**WHAT IS REQUIRED:** A complete answer lists every line of the entries below where the string "that" appears.

Collected data:
☆ ☆ ☆ ☆
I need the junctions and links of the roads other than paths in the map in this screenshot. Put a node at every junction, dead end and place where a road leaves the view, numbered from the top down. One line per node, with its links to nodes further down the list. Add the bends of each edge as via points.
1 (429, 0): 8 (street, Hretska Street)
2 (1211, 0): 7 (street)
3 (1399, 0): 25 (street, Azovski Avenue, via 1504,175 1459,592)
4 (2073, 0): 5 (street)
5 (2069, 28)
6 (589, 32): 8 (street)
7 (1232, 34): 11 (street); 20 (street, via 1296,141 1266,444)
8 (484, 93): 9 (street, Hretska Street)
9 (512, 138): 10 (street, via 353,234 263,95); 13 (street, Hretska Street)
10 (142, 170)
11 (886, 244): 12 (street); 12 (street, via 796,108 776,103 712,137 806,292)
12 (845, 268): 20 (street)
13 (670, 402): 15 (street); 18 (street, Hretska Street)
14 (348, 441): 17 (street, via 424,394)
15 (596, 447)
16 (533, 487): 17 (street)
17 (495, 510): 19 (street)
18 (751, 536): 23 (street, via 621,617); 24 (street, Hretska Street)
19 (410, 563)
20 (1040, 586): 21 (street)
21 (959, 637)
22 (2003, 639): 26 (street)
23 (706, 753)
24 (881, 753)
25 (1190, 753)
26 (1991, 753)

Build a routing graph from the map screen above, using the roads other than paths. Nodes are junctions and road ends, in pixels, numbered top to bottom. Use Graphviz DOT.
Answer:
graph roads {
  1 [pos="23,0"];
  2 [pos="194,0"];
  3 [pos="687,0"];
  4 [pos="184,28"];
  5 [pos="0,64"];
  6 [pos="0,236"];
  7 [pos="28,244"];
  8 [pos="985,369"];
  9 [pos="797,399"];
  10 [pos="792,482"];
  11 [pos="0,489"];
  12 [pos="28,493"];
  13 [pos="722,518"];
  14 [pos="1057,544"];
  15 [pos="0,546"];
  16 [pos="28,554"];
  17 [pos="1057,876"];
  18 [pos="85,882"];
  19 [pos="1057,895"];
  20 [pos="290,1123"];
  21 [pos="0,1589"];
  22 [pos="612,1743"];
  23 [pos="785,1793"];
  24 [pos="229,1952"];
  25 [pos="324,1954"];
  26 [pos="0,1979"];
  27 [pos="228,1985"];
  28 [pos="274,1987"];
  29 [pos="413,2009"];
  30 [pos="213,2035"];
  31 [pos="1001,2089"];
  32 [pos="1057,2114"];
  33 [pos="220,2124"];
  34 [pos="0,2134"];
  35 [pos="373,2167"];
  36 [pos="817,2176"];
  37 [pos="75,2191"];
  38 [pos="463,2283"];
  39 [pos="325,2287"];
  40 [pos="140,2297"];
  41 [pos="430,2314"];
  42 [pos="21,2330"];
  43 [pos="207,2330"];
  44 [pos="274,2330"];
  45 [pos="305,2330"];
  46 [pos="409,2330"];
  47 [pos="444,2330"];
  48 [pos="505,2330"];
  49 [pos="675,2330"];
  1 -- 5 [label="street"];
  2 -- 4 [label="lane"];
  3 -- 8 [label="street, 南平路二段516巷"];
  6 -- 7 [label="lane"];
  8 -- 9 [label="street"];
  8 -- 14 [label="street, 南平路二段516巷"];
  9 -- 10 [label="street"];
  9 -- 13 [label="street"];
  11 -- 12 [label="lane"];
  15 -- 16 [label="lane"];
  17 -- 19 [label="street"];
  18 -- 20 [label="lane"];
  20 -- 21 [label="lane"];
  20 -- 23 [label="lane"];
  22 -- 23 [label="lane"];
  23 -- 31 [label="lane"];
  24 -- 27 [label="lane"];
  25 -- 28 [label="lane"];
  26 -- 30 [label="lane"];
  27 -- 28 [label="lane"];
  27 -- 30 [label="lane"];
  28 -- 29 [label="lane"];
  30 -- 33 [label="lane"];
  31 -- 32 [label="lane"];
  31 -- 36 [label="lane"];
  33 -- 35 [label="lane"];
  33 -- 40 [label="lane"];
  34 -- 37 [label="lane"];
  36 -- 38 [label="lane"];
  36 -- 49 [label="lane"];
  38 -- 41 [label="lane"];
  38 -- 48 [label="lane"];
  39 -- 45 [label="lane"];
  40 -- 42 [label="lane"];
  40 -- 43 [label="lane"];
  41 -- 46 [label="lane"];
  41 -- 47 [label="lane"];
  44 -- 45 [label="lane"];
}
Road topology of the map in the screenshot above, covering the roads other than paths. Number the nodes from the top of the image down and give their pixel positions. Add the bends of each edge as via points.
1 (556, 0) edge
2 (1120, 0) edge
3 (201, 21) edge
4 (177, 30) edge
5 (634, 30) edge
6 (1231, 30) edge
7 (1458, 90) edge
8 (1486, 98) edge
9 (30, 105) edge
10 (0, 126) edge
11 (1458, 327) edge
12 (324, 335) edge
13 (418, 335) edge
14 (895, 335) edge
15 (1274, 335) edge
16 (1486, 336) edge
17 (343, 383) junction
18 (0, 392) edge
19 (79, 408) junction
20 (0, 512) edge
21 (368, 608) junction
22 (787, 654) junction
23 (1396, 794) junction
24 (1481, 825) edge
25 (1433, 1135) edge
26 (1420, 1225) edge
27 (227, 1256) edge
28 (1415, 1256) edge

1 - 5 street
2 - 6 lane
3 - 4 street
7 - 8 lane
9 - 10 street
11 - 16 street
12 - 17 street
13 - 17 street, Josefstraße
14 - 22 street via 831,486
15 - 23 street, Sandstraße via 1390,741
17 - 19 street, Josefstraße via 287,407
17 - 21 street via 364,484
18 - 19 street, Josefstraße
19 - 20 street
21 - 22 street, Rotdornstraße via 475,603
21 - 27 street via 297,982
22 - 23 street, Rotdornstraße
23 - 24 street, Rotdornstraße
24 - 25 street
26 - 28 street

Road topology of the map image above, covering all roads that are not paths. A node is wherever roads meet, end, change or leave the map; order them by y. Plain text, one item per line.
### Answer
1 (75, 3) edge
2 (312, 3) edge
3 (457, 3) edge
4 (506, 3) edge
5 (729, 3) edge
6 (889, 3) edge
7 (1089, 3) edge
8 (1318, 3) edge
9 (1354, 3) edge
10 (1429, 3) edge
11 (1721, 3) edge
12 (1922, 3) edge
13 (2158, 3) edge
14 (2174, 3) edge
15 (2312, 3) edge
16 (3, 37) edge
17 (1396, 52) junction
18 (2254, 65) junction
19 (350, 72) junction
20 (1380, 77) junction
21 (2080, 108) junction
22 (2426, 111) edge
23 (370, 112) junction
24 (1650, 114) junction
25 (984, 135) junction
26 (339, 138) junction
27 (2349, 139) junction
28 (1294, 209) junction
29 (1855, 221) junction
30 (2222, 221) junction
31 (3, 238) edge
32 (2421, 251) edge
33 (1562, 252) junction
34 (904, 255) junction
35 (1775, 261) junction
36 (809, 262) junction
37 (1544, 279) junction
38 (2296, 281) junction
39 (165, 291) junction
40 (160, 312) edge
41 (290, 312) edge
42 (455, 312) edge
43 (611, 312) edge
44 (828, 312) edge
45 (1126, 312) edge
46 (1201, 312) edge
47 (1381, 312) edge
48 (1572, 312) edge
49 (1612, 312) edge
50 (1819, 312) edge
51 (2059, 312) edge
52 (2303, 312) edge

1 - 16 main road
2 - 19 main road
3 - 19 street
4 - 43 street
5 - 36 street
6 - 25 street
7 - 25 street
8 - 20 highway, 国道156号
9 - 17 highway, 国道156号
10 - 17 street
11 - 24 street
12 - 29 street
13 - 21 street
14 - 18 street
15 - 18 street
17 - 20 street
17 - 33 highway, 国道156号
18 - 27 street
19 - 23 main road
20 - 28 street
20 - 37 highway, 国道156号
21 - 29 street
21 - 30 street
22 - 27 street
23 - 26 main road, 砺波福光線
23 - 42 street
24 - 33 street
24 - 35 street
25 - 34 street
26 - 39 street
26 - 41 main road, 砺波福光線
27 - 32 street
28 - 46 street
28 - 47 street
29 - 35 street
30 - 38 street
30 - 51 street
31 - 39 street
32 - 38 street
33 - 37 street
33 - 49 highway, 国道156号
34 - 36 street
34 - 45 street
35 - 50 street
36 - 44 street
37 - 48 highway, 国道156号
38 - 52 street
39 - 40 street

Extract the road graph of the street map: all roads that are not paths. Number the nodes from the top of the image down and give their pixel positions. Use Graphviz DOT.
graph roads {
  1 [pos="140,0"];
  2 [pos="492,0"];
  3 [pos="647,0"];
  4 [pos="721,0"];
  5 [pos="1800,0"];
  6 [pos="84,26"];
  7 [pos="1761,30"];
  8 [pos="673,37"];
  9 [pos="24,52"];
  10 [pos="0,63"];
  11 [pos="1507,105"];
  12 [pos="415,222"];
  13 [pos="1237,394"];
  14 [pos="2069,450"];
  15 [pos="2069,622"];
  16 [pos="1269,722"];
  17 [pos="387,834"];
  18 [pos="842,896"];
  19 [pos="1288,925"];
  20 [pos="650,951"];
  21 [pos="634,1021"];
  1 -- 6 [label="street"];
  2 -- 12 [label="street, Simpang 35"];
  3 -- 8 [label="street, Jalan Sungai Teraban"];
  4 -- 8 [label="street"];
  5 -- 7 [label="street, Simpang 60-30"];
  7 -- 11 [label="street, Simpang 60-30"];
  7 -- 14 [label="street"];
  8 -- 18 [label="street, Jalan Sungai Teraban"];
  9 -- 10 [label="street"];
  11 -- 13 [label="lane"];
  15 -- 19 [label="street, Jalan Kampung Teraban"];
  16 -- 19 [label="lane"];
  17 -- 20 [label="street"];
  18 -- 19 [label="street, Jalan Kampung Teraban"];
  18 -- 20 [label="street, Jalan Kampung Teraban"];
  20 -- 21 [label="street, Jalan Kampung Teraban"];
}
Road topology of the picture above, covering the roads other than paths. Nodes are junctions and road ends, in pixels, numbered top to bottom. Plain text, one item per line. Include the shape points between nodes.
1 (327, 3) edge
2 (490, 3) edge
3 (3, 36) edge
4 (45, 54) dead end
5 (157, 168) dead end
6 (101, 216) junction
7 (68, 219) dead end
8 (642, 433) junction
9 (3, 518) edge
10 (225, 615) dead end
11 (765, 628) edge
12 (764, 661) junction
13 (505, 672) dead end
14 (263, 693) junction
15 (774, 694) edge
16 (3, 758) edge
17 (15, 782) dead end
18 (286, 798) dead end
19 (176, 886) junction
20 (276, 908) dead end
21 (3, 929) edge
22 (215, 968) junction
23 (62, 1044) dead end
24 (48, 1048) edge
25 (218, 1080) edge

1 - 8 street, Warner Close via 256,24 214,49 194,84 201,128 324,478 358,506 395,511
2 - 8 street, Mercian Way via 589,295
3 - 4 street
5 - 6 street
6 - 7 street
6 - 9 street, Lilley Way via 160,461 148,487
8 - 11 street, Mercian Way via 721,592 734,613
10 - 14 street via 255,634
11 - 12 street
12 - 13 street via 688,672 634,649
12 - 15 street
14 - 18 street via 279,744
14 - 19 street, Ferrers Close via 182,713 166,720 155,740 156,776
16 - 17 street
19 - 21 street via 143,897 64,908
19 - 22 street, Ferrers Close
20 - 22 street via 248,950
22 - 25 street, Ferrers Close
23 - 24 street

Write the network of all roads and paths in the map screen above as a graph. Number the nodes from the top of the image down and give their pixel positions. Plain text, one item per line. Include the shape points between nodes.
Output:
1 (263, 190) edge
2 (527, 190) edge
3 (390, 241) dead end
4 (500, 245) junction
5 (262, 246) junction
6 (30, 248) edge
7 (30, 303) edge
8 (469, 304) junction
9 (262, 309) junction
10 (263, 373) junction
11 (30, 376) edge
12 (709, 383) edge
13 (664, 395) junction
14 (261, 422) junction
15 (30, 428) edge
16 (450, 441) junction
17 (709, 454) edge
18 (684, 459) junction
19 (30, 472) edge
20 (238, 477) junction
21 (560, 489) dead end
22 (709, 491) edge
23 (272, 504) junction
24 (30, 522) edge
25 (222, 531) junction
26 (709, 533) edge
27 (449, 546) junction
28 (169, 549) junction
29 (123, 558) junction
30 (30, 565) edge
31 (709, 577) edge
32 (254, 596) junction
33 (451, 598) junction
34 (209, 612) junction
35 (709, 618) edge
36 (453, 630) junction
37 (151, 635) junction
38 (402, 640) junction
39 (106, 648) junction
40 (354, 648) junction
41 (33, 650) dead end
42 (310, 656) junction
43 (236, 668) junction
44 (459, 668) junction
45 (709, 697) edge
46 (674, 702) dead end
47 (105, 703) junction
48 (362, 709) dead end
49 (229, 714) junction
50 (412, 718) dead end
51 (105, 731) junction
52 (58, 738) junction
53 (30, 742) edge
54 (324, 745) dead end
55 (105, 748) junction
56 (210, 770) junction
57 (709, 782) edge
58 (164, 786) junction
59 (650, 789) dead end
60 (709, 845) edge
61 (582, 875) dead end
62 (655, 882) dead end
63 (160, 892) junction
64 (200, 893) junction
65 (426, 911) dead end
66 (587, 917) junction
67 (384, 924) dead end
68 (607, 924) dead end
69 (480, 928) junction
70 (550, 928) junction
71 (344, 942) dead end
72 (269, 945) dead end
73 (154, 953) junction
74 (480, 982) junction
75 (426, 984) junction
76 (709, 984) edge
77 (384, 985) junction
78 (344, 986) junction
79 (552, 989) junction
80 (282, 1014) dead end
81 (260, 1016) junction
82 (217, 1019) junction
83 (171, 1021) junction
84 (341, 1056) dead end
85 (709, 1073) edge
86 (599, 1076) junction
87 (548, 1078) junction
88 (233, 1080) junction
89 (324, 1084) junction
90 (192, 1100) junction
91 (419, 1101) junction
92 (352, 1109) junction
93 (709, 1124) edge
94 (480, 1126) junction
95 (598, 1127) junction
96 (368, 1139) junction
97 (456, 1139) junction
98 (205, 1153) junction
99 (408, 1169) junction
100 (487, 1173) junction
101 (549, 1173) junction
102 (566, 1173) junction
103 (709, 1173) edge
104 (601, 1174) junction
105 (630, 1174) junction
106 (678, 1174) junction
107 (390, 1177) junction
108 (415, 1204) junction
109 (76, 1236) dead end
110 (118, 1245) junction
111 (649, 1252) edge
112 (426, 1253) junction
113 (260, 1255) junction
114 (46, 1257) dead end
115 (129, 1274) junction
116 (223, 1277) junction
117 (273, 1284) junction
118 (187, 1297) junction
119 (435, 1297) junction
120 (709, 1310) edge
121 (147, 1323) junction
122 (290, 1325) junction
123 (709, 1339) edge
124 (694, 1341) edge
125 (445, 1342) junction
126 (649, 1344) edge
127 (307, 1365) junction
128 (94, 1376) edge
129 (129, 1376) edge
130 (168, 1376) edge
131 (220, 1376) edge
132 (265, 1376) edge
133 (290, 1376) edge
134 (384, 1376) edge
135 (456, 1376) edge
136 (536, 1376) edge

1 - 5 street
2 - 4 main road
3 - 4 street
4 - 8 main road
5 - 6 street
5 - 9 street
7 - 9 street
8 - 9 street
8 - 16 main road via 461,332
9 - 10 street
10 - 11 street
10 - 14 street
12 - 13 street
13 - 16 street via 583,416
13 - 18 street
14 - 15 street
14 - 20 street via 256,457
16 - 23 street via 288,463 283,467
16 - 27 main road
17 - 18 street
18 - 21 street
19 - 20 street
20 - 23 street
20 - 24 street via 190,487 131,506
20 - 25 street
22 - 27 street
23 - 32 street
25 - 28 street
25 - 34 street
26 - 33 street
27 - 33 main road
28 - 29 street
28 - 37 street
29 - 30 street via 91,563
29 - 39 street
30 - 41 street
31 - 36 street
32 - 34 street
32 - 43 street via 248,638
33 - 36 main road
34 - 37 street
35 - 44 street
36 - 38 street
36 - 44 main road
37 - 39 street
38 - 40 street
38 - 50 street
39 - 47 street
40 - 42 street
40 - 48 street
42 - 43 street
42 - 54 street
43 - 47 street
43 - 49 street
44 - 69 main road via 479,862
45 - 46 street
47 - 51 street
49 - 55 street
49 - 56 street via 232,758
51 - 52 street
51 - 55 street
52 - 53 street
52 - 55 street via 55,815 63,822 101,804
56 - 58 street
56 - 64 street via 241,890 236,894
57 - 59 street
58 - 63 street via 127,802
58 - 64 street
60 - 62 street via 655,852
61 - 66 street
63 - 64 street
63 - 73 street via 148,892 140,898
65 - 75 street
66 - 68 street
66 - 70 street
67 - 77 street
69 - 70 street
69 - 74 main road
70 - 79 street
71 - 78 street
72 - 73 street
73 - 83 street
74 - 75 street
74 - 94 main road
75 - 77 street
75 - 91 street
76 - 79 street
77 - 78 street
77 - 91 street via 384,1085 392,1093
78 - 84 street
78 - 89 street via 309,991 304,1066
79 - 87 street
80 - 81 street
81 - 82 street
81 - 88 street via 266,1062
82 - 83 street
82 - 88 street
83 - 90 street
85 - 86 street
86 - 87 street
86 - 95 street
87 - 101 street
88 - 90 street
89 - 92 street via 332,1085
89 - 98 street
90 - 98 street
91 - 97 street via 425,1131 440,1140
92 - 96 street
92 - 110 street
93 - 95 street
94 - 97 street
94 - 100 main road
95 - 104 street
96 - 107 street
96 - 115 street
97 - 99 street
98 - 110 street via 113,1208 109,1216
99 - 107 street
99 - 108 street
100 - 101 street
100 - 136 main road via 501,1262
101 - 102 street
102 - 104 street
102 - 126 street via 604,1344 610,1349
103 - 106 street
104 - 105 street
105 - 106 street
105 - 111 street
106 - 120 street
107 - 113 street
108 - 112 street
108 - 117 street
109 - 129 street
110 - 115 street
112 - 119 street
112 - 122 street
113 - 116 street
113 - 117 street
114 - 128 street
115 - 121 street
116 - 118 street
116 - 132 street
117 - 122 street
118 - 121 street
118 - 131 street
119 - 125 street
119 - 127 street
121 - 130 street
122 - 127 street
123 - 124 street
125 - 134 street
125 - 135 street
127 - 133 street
☆ ☆ ☆ ☆
**OUTPUT FOR THIS EXERCISE:**
Road topology of the map image above, covering all roads that are not paths. A node is wherever roads meet, end, change or leave the map; order them by y. Plain text, one item per line.
Extract the road graph of the street map: all roads that are not paths. Number the nodes from the top of the image down and give their pixel positions. Use Graphviz DOT.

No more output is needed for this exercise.